Reações da sociedade civil e oposição

A sociedade civil em Uganda tem reagido com preocupação à aprovação da nova lei. Organizações como a Associação de Jornalistas de Uganda e o Conselho de ONGs Ugandesas têm organizado protestos e campanhas de sensibilização para alertar a população sobre os riscos que a legislação representa para a democracia. Estes grupos argumentam que a lei não é apenas uma ferramenta de controle político, mas também uma ameaça à transparência e à prestação de contas do governo.

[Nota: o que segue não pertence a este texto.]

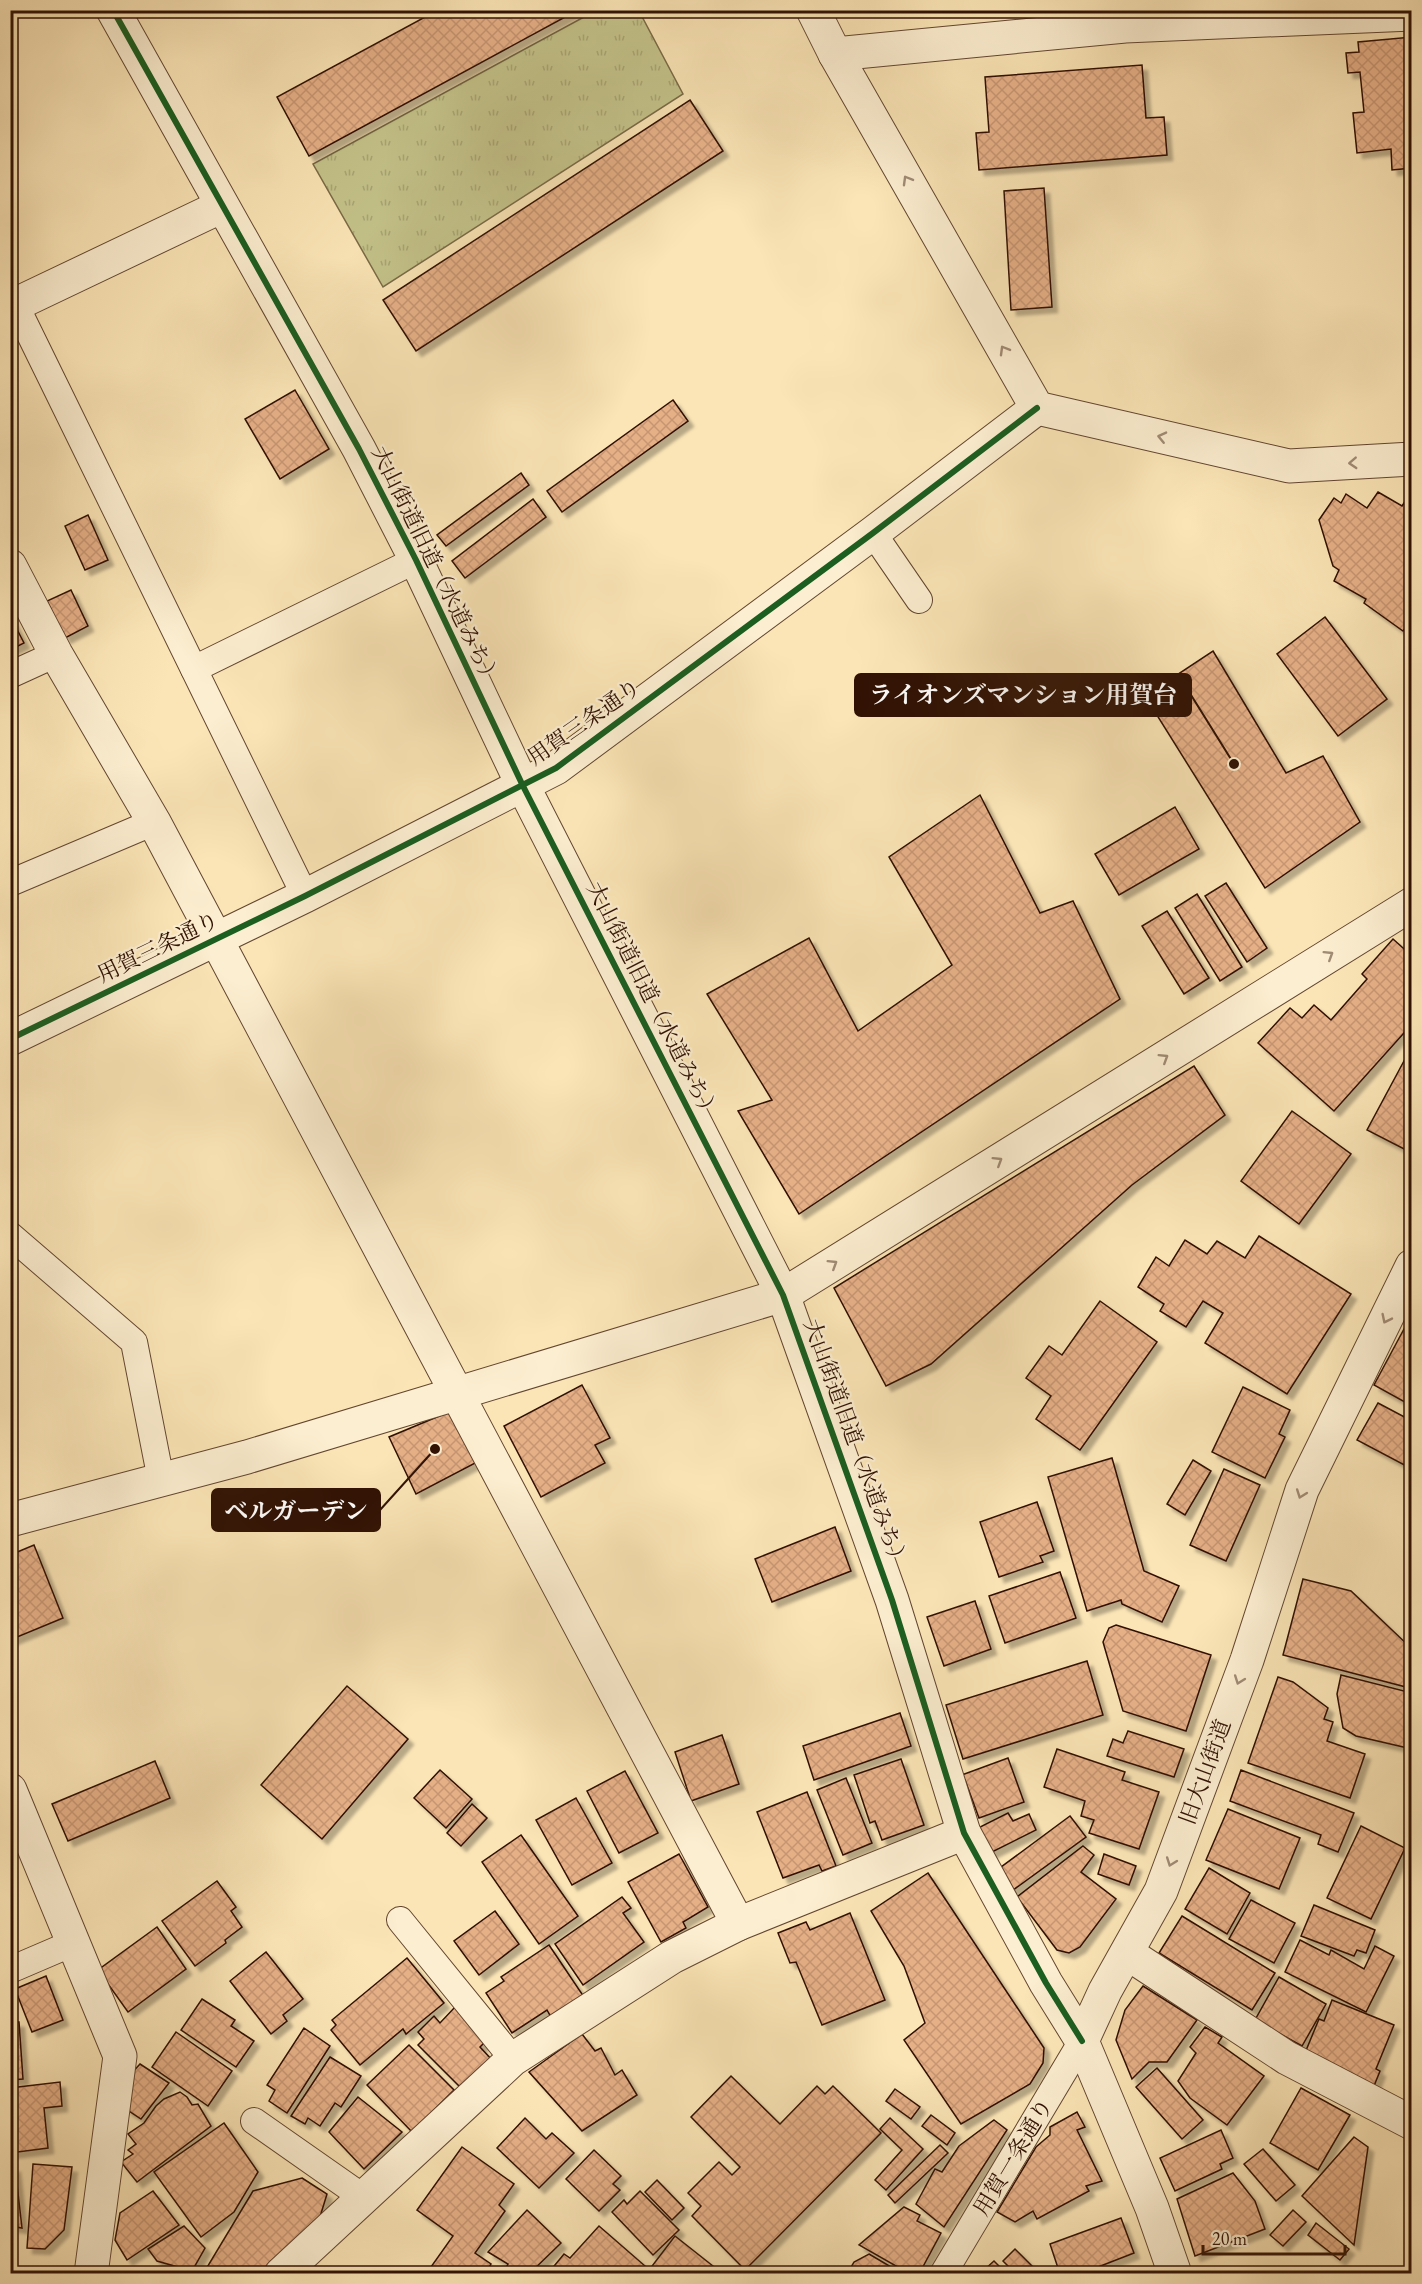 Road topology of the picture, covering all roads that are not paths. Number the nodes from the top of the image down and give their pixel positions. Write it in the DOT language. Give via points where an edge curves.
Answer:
graph roads {
  1 [pos="113,10"];
  2 [pos="813,10"];
  3 [pos="1412,14"];
  4 [pos="1125,18"];
  5 [pos="835,54"];
  6 [pos="222,206"];
  7 [pos="13,305"];
  8 [pos="1037,408"];
  9 [pos="1412,459"];
  10 [pos="873,533"];
  11 [pos="416,560"];
  12 [pos="10,566"];
  13 [pos="920,600"];
  14 [pos="56,654"];
  15 [pos="194,669"];
  16 [pos="10,675"];
  17 [pos="523,786"];
  18 [pos="154,822"];
  19 [pos="10,883"];
  20 [pos="305,896"];
  21 [pos="1412,904"];
  22 [pos="214,939"];
  23 [pos="10,1039"];
  24 [pos="10,1235"];
  25 [pos="1412,1266"];
  26 [pos="783,1295"];
  27 [pos="457,1394"];
  28 [pos="161,1480"];
  29 [pos="10,1520"];
  30 [pos="10,1790"];
  31 [pos="964,1833"];
  32 [pos="400,1920"];
  33 [pos="738,1924"];
  34 [pos="73,1942"];
  35 [pos="1127,1953"];
  36 [pos="10,1970"];
  37 [pos="1082,2041"];
  38 [pos="513,2059"];
  39 [pos="254,2121"];
  40 [pos="1412,2123"];
  41 [pos="364,2198"];
  42 [pos="91,2274"];
  43 [pos="281,2274"];
  44 [pos="943,2274"];
  45 [pos="1175,2274"];
  1 -- 6 [label="street, 大山街道旧道（水道みち）"];
  2 -- 5 [label="street"];
  3 -- 4 [label="street"];
  4 -- 5 [label="street"];
  8 -- 5 [label="street, one-way"];
  6 -- 7 [label="street"];
  6 -- 11 [label="street, 大山街道旧道（水道みち）" via="359,449"];
  7 -- 15 [label="lane"];
  9 -- 8 [label="street, one-way" via="1289,466"];
  8 -- 10 [label="street, 用賀三条通り"];
  10 -- 13 [label="lane"];
  10 -- 17 [label="street, 用賀三条通り" via="556,768"];
  11 -- 15 [label="lane"];
  11 -- 17 [label="street, 大山街道旧道（水道みち）"];
  12 -- 14 [label="street"];
  14 -- 16 [label="lane"];
  14 -- 18 [label="street"];
  15 -- 20 [label="lane"];
  17 -- 20 [label="street, 用賀三条通り"];
  17 -- 26 [label="street, 大山街道旧道（水道みち）"];
  18 -- 19 [label="lane"];
  18 -- 22 [label="street"];
  20 -- 22 [label="street, 用賀三条通り"];
  26 -- 21 [label="street, one-way"];
  22 -- 23 [label="street, 用賀三条通り"];
  22 -- 27 [label="street"];
  24 -- 28 [label="lane" via="134,1342"];
  25 -- 35 [label="street, 旧大山街道, one-way" via="1302,1490 1247,1660 1161,1891"];
  26 -- 27 [label="street"];
  26 -- 31 [label="street, 大山街道旧道（水道みち）" via="892,1600"];
  27 -- 28 [label="street"];
  27 -- 33 [label="street"];
  28 -- 29 [label="street"];
  30 -- 34 [label="street"];
  31 -- 33 [label="street"];
  31 -- 37 [label="street, 大山街道旧道（水道みち）"];
  32 -- 38 [label="lane"];
  33 -- 38 [label="street" via="672,1957"];
  34 -- 36 [label="lane"];
  34 -- 42 [label="street" via="120,2056"];
  35 -- 37 [label="street, 旧大山街道"];
  35 -- 40 [label="street" via="1287,2058"];
  37 -- 44 [label="lane, 用賀一条通り"];
  37 -- 45 [label="street" via="1152,2208"];
  38 -- 41 [label="street"];
  39 -- 41 [label="lane"];
  41 -- 43 [label="street"];
} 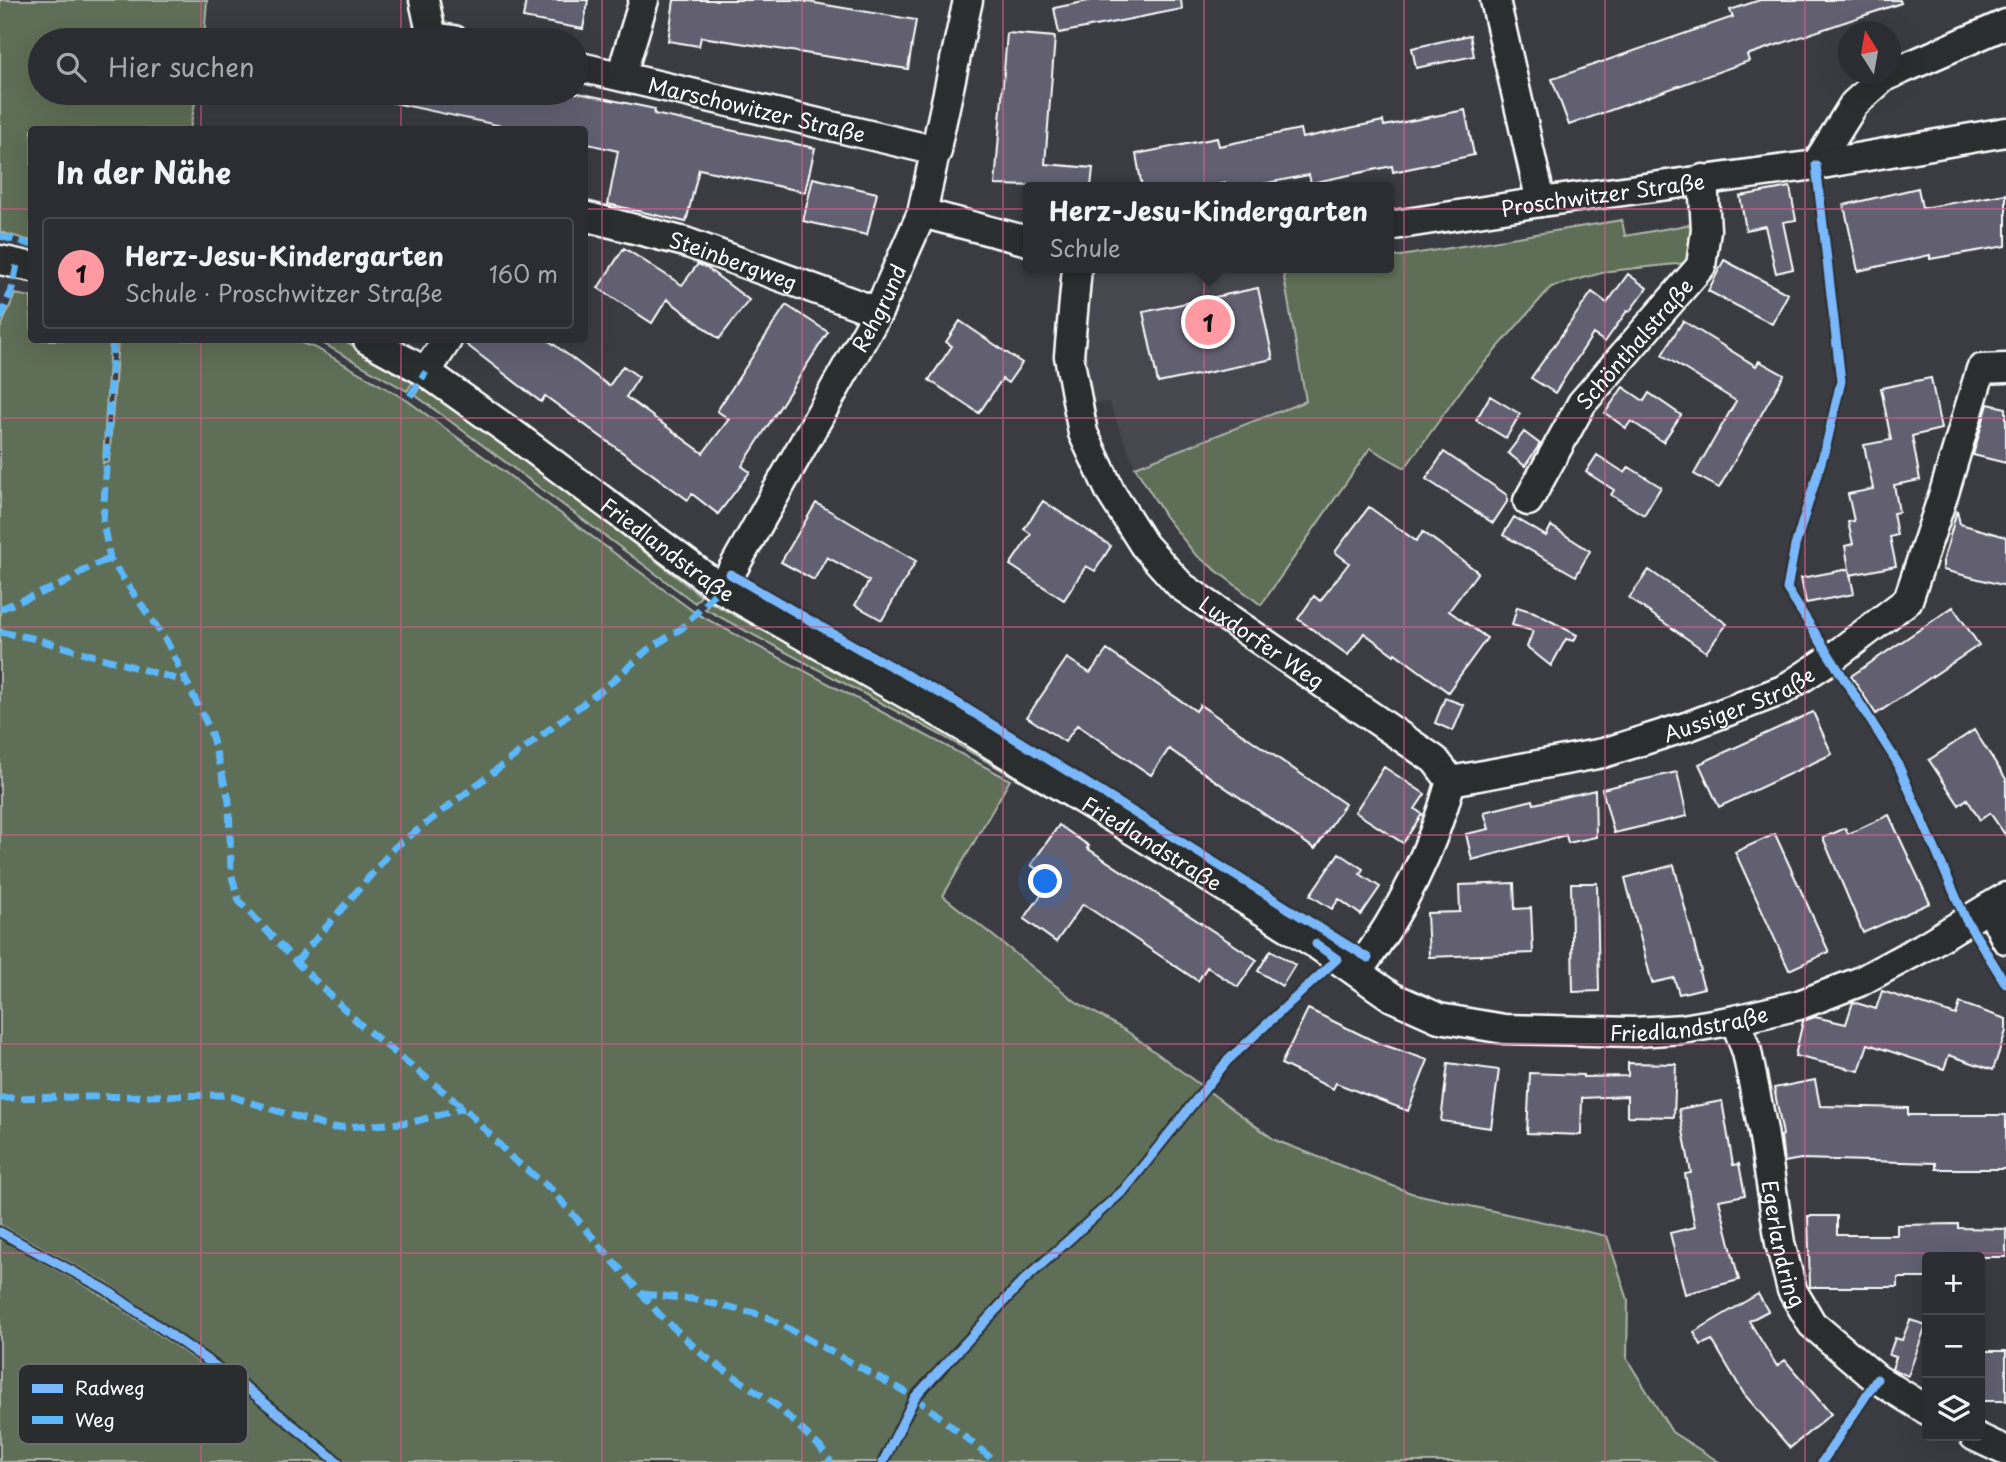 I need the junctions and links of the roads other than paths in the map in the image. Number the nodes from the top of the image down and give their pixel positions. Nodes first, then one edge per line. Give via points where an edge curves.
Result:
1 (424, 0) edge
2 (644, 0) edge
3 (968, 0) edge
4 (1495, 0) edge
5 (2006, 24) edge
6 (430, 28) edge
7 (588, 69) edge
8 (621, 76) junction
9 (2006, 131) edge
10 (937, 151) junction
11 (1816, 165) junction
12 (1703, 179) junction
13 (1541, 202) junction
14 (922, 213) junction
15 (588, 217) edge
16 (1394, 225) edge
17 (1023, 240) edge
18 (0, 260) edge
19 (28, 266) edge
20 (1077, 273) edge
21 (878, 312) junction
22 (373, 343) edge
23 (445, 343) edge
24 (2006, 368) edge
25 (426, 372) junction
26 (1528, 501) dead end
27 (720, 589) junction
28 (1451, 781) junction
29 (1998, 902) edge
30 (2006, 939) edge
31 (1357, 972) junction
32 (1735, 1020) junction
33 (1922, 1407) edge
34 (1985, 1441) edge
35 (2006, 1451) edge

1 - 6 street
2 - 8 street
3 - 10 street, Rehgrund
4 - 13 street
5 - 11 street via 1884,77 1854,104
7 - 8 street, Marschowitzer Straße
8 - 10 street, Marschowitzer Straße
9 - 11 street, Proschwitzer Straße
10 - 14 street, Rehgrund
11 - 12 street, Proschwitzer Straße
12 - 13 street, Proschwitzer Straße
12 - 26 street, Schönthalstraße via 1706,230 1701,266 1582,403
13 - 16 street, Proschwitzer Straße
14 - 17 street
14 - 21 street, Rehgrund
15 - 21 street, Steinbergweg via 685,242
18 - 19 street
20 - 28 street, Luxdorfer Weg via 1069,356 1083,433 1111,493 1144,545 1181,586 1435,760
21 - 27 street, Rehgrund
22 - 25 street, Friedlandstraße
23 - 25 street
24 - 28 street, Aussiger Straße via 1981,369 1908,600 1832,658 1783,690 1689,726 1603,753
25 - 27 street, Friedlandstraße
27 - 31 street, Friedlandstraße via 958,724
28 - 31 street via 1414,882
29 - 30 street
29 - 32 street, Friedlandstraße via 1835,993
31 - 32 street, Friedlandstraße via 1392,998 1439,1018 1504,1029 1635,1032
32 - 33 street, Egerlandring via 1747,1052 1792,1290 1812,1324 1877,1379
34 - 35 street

A oposição política, embora fragmentada, tem usado a nova lei como um ponto de unificação contra o governo. Líderes de oposição têm chamado para uma mobilização massiva da população, incentivando os cidadãos a exercerem os seus direitos de expressão e de reunião. No entanto, o medo de retaliação e a incerteza jurídica têm feito com que muitos ativistas adotem uma abordagem mais cautelosa, evitando confrontos diretos com o governo.

Contexto histórico e implicações regionais

A situação política de Uganda tem evoluído significativamente nas últimas décadas. Desde a chegada ao poder de Yoweri Museveni em 1962, o país tem experimentado períodos de estabilidade relativa, mas também de tensão política crescente. A nova lei é o mais recente capítulo nesta história, refletindo a crescente centralização do poder e a diminuição da tolerância para com a dissidência. Este contexto histórico é essencial para compreender as motivações por trás da legislação e as suas possíveis consequências a longo prazo.

As implicações regionais também são significativas. Uganda tem sido um ator importante na União Africana e na Comunidade da África Oriental, frequentemente exercendo influência nas decisões políticas e económicas da região. A adoção de um modelo de controle político semelhante ao da Rússia e da China pode inspirar outros países da região a seguir o mesmo caminho, potencialmente alterando o equilíbrio de poder e a dinâmica democrática na África Oriental. Esta tendência pode ter efeitos em cadeia, afetando as relações internacionais e a estabilidade política em toda a região.

Impacto nas relações internacionais

A nova legislação tem gerado reações mistas nas relações internacionais de Uganda. Os Estados Unidos, que têm sido um dos maiores parceiros comerciais e aliados de segurança de Uganda, expressaram preocupação com a redução do espaço para a sociedade civil e a liberdade de imprensa. No entanto, a resposta tem sido cautelosa, com Washington buscando equilibrar as críticas com a necessidade de manter uma aliança estratégica com Kampala, especialmente no contexto da guerra na Ucrânia e das tensões no Chifre da África.

Por outro lado, a Rússia e a China têm visto a nova lei como uma oportunidade para aumentar a sua influência em Uganda. Ambas as potências têm aumentado os seus investimentos no país, especialmente nos setores da infraestrutura, da defesa e da energia. A aproximação com estes países pode oferecer a Uganda alternativas aos parceiros tradicionais do Ocidente, permitindo ao governo de Museveni negociar com maior flexibilidade e obter benefícios econômicos adicionais.

Próximos passos e o que observar

A implementação da nova lei será o próximo passo crucial a observar. Os cidadãos e as organizações da sociedade civil em Uganda estarão de perto a monitorar como o governo aplica as novas regras, especialmente no que diz respeito às taxas para a imprensa e ao agrupamento das ONGs. As primeiras decisões judiciais sobre a constitucionalidade da lei também serão fundamentais para determinar o alcance e a eficácia das novas disposições.

Além disso, a reação da comunidade internacional será um fator importante. As próximas reuniões entre os líderes ugandeses e os seus homólogos dos Estados Unidos, da União Europeia, da Rússia e da China revelarão como as relações diplomáticas e económicas serão ajustadas em resposta à nova realidade política em Uganda. Os observadores devem manter-se atentos a quaisquer sinais de sanções económicas, aumentos de ajuda externa ou mudanças nas alianças estratégicas que possam surgir nos próximos meses.